Stored items:
----------
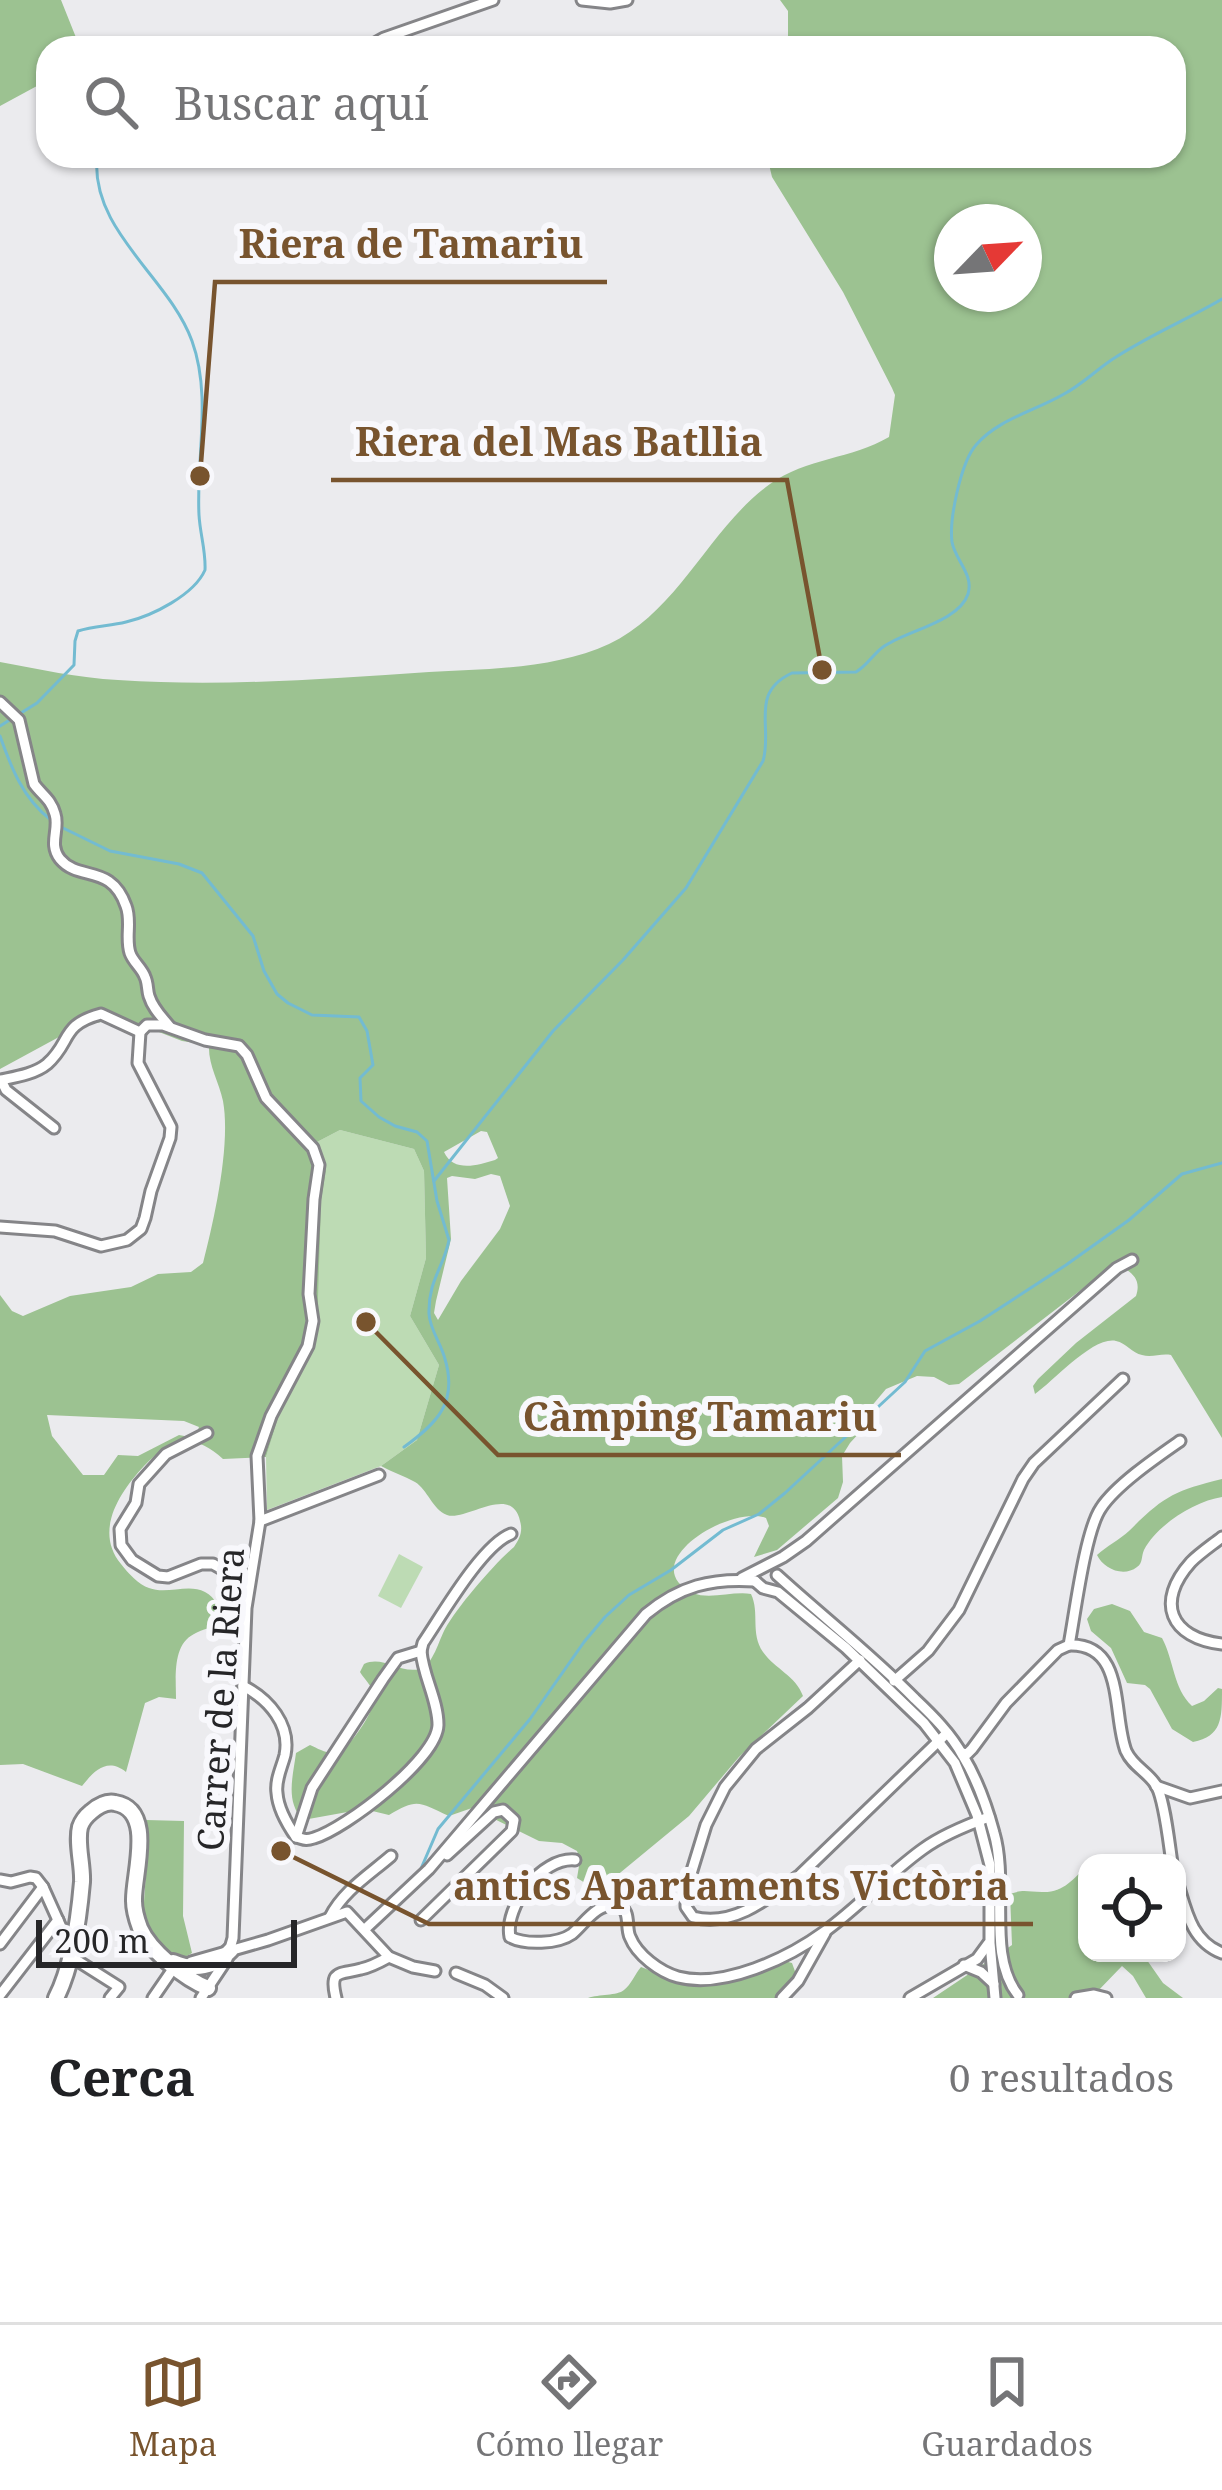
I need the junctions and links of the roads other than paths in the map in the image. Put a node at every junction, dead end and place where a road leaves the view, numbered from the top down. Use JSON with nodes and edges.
{"nodes":[{"id":1,"x":493,"y":0,"type":"edge"},
{"id":2,"x":582,"y":0,"type":"edge"},
{"id":3,"x":627,"y":0,"type":"edge"},
{"id":4,"x":390,"y":36,"type":"edge"},
{"id":5,"x":0,"y":702,"type":"edge"},
{"id":6,"x":171,"y":1027,"type":"junction"},
{"id":7,"x":140,"y":1032,"type":"junction"},
{"id":8,"x":54,"y":1128,"type":"dead end"},
{"id":9,"x":0,"y":1227,"type":"edge"},
{"id":10,"x":1132,"y":1260,"type":"dead end"},
{"id":11,"x":1123,"y":1378,"type":"dead end"},
{"id":12,"x":207,"y":1433,"type":"dead end"},
{"id":13,"x":1180,"y":1441,"type":"dead end"},
{"id":14,"x":379,"y":1474,"type":"dead end"},
{"id":15,"x":260,"y":1521,"type":"junction"},
{"id":16,"x":511,"y":1534,"type":"dead end"},
{"id":17,"x":1222,"y":1537,"type":"edge"},
{"id":18,"x":793,"y":1551,"type":"junction"},
{"id":19,"x":777,"y":1575,"type":"junction"},
{"id":20,"x":760,"y":1576,"type":"junction"},
{"id":21,"x":250,"y":1584,"type":"junction"},
{"id":22,"x":1222,"y":1644,"type":"edge"},
{"id":23,"x":1069,"y":1646,"type":"junction"},
{"id":24,"x":421,"y":1651,"type":"junction"},
{"id":25,"x":860,"y":1660,"type":"junction"},
{"id":26,"x":892,"y":1683,"type":"junction"},
{"id":27,"x":243,"y":1686,"type":"junction"},
{"id":28,"x":943,"y":1737,"type":"junction"},
{"id":29,"x":957,"y":1756,"type":"junction"},
{"id":30,"x":1156,"y":1786,"type":"junction"},
{"id":31,"x":1222,"y":1791,"type":"edge"},
{"id":32,"x":984,"y":1819,"type":"junction"},
{"id":33,"x":296,"y":1837,"type":"junction"},
{"id":34,"x":1170,"y":1854,"type":"edge"},
{"id":35,"x":391,"y":1856,"type":"dead end"},
{"id":36,"x":574,"y":1859,"type":"dead end"},
{"id":37,"x":429,"y":1869,"type":"junction"},
{"id":38,"x":0,"y":1880,"type":"edge"},
{"id":39,"x":43,"y":1887,"type":"junction"},
{"id":40,"x":1186,"y":1912,"type":"edge"},
{"id":41,"x":330,"y":1917,"type":"junction"},
{"id":42,"x":58,"y":1920,"type":"junction"},
{"id":43,"x":422,"y":1920,"type":"dead end"},
{"id":44,"x":365,"y":1929,"type":"junction"},
{"id":45,"x":826,"y":1931,"type":"junction"},
{"id":46,"x":991,"y":1939,"type":"junction"},
{"id":47,"x":0,"y":1944,"type":"edge"},
{"id":48,"x":231,"y":1950,"type":"junction"},
{"id":49,"x":1222,"y":1953,"type":"edge"},
{"id":50,"x":786,"y":1954,"type":"junction"},
{"id":51,"x":70,"y":1955,"type":"junction"},
{"id":52,"x":389,"y":1957,"type":"junction"},
{"id":53,"x":174,"y":1964,"type":"junction"},
{"id":54,"x":964,"y":1965,"type":"junction"},
{"id":55,"x":435,"y":1971,"type":"dead end"},
{"id":56,"x":456,"y":1973,"type":"dead end"},
{"id":57,"x":802,"y":1974,"type":"junction"},
{"id":58,"x":995,"y":1985,"type":"junction"},
{"id":59,"x":204,"y":1993,"type":"edge"},
{"id":60,"x":1,"y":1996,"type":"edge"},
{"id":61,"x":1020,"y":1996,"type":"edge"},
{"id":62,"x":56,"y":1998,"type":"edge"},
{"id":63,"x":110,"y":1998,"type":"edge"},
{"id":64,"x":153,"y":1998,"type":"edge"},
{"id":65,"x":336,"y":1998,"type":"edge"},
{"id":66,"x":503,"y":1998,"type":"edge"},
{"id":67,"x":782,"y":1998,"type":"edge"},
{"id":68,"x":910,"y":1998,"type":"edge"},
{"id":69,"x":996,"y":1998,"type":"edge"},
{"id":70,"x":1076,"y":1998,"type":"edge"},
{"id":71,"x":1106,"y":1998,"type":"edge"}],
"edges":[{"from":1,"to":4,"type":"street"},
{"from":2,"to":3,"type":"street"},
{"from":5,"to":6,"type":"street"},
{"from":6,"to":7,"type":"street"},
{"from":6,"to":15,"type":"street"},
{"from":7,"to":8,"type":"street"},
{"from":7,"to":9,"type":"street"},
{"from":10,"to":18,"type":"street"},
{"from":11,"to":26,"type":"street"},
{"from":12,"to":21,"type":"street"},
{"from":13,"to":23,"type":"street"},
{"from":14,"to":15,"type":"street","name":"Carrer de la Riera"},
{"from":15,"to":21,"type":"street","name":"Carrer de la Riera"},
{"from":16,"to":24,"type":"street"},
{"from":17,"to":22,"type":"street"},
{"from":18,"to":19,"type":"street"},
{"from":18,"to":20,"type":"street"},
{"from":19,"to":20,"type":"street"},
{"from":19,"to":20,"type":"street"},
{"from":19,"to":26,"type":"street"},
{"from":20,"to":25,"type":"street"},
{"from":20,"to":37,"type":"street"},
{"from":21,"to":27,"type":"street","name":"Carrer de la Riera"},
{"from":23,"to":29,"type":"street"},
{"from":23,"to":30,"type":"street"},
{"from":24,"to":33,"type":"street"},
{"from":24,"to":33,"type":"street"},
{"from":25,"to":26,"type":"street"},
{"from":25,"to":28,"type":"street"},
{"from":26,"to":28,"type":"street"},
{"from":27,"to":33,"type":"street"},
{"from":27,"to":48,"type":"street","name":"Carrer de la Riera"},
{"from":28,"to":29,"type":"street"},
{"from":29,"to":32,"type":"street"},
{"from":30,"to":31,"type":"street"},
{"from":30,"to":34,"type":"street"},
{"from":32,"to":45,"type":"street"},
{"from":32,"to":46,"type":"street"},
{"from":32,"to":61,"type":"street"},
{"from":35,"to":41,"type":"street"},
{"from":36,"to":50,"type":"street"},
{"from":37,"to":43,"type":"street"},
{"from":37,"to":44,"type":"street"},
{"from":38,"to":39,"type":"street"},
{"from":39,"to":42,"type":"street"},
{"from":39,"to":47,"type":"street"},
{"from":40,"to":49,"type":"street"},
{"from":41,"to":44,"type":"street"},
{"from":41,"to":48,"type":"street"},
{"from":42,"to":51,"type":"street"},
{"from":42,"to":60,"type":"street"},
{"from":44,"to":52,"type":"street"},
{"from":45,"to":50,"type":"street"},
{"from":45,"to":57,"type":"street"},
{"from":46,"to":54,"type":"street"},
{"from":46,"to":58,"type":"street"},
{"from":48,"to":53,"type":"street"},
{"from":48,"to":59,"type":"street","name":"Carrer de la Riera"},
{"from":50,"to":57,"type":"street"},
{"from":51,"to":53,"type":"street"},
{"from":51,"to":62,"type":"street"},
{"from":51,"to":63,"type":"street"},
{"from":52,"to":55,"type":"street"},
{"from":52,"to":65,"type":"street"},
{"from":53,"to":59,"type":"street"},
{"from":53,"to":64,"type":"street"},
{"from":54,"to":58,"type":"street"},
{"from":54,"to":68,"type":"street"},
{"from":56,"to":66,"type":"street"},
{"from":57,"to":67,"type":"street"},
{"from":58,"to":69,"type":"street"},
{"from":61,"to":69,"type":"street"},
{"from":70,"to":71,"type":"street"}]}
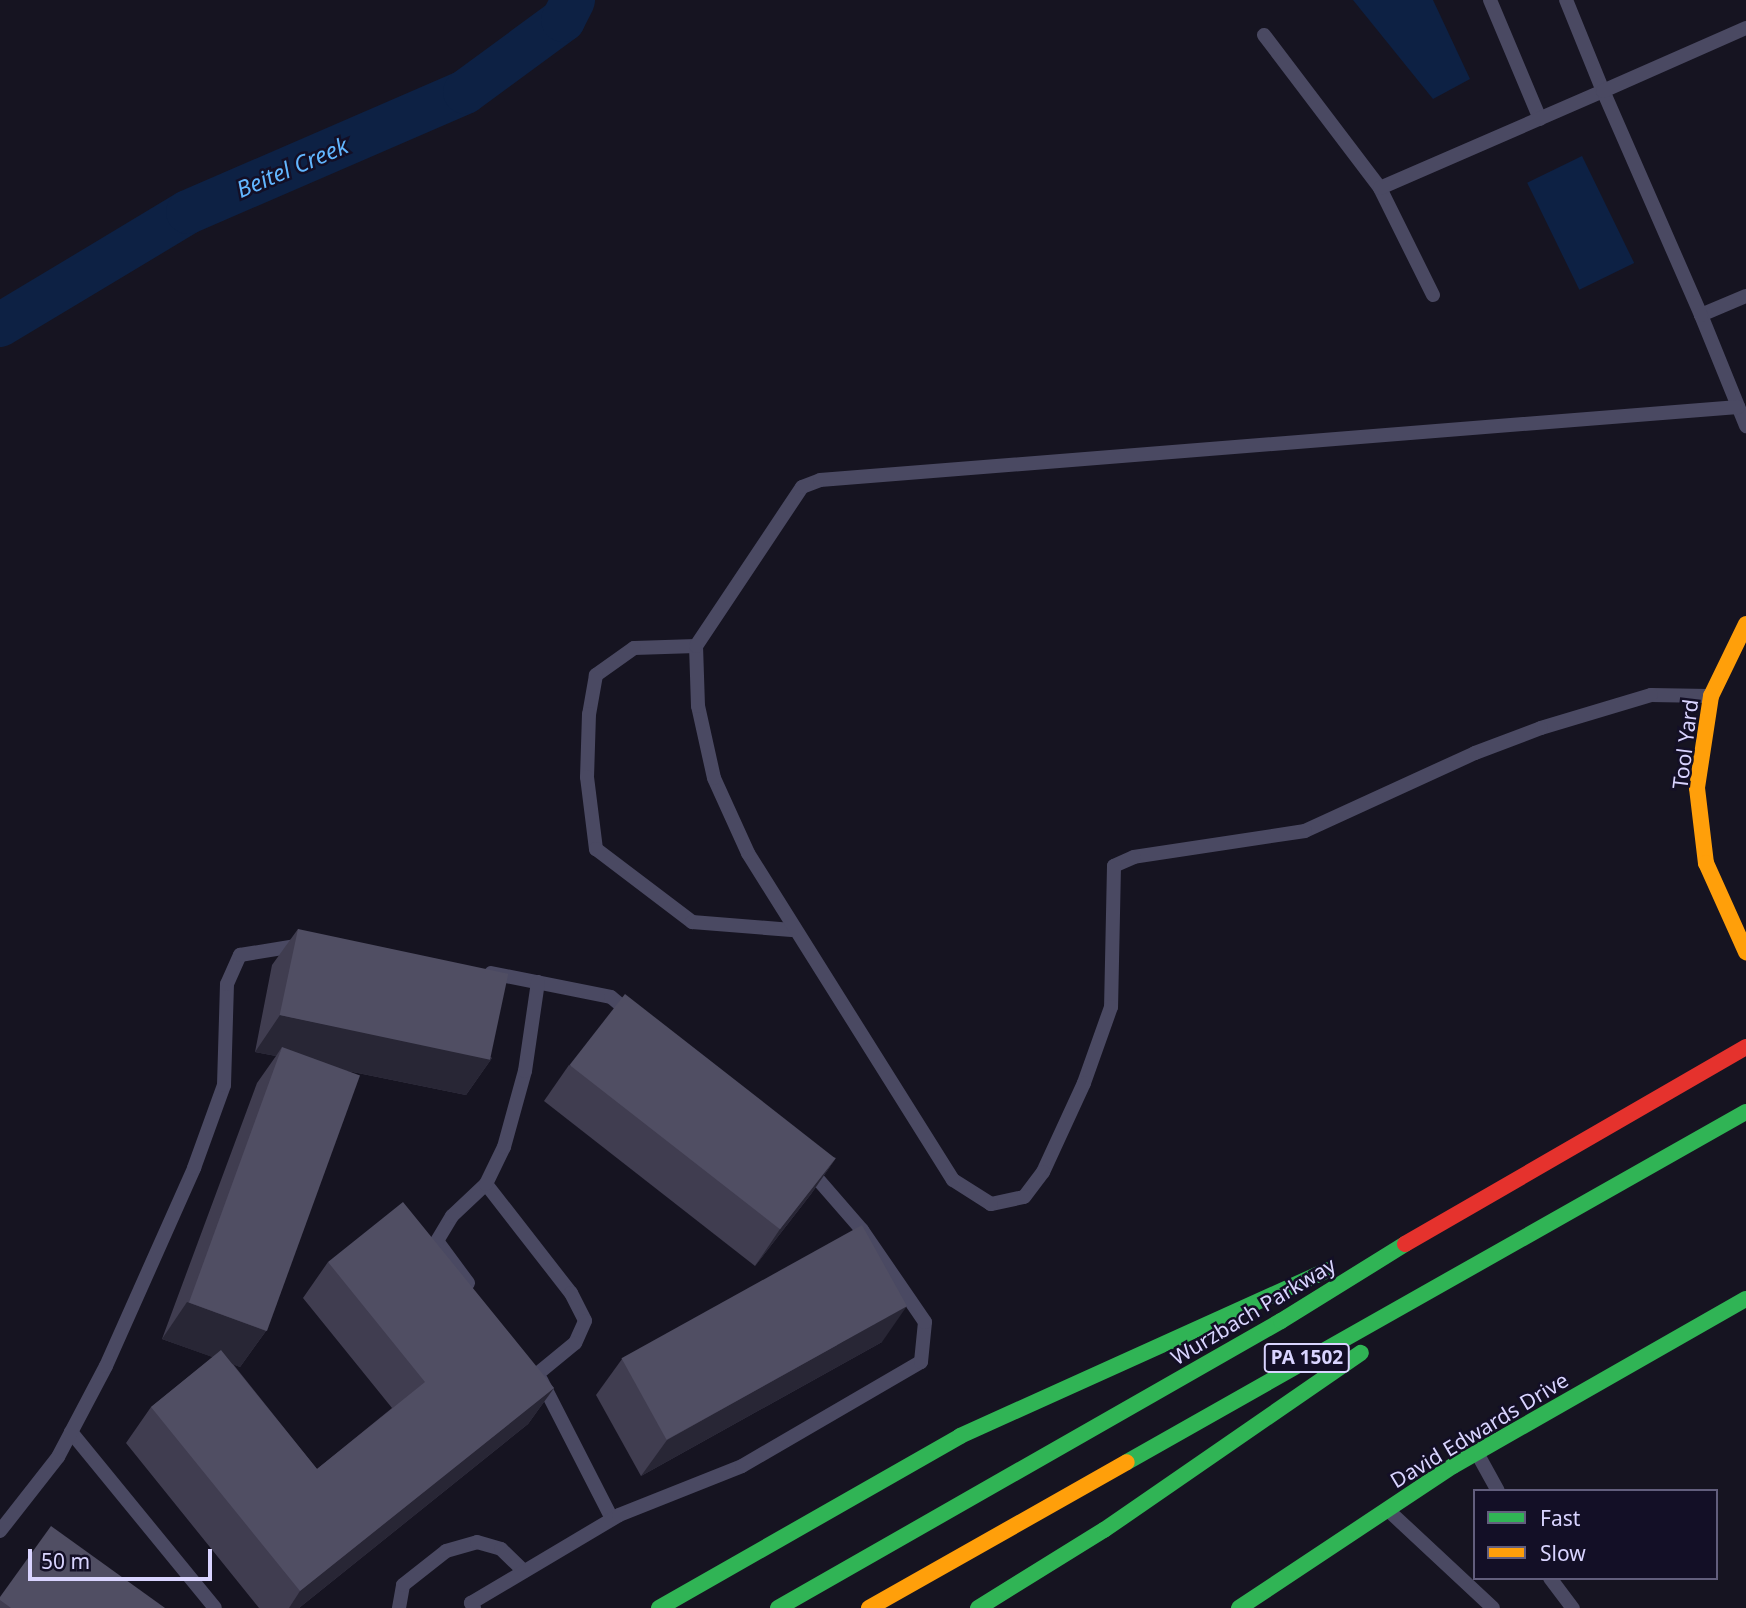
----------
Aim of the exercise: Return the number of lines in the data above that include the word "nodes", and nothing else.

Written solution: 2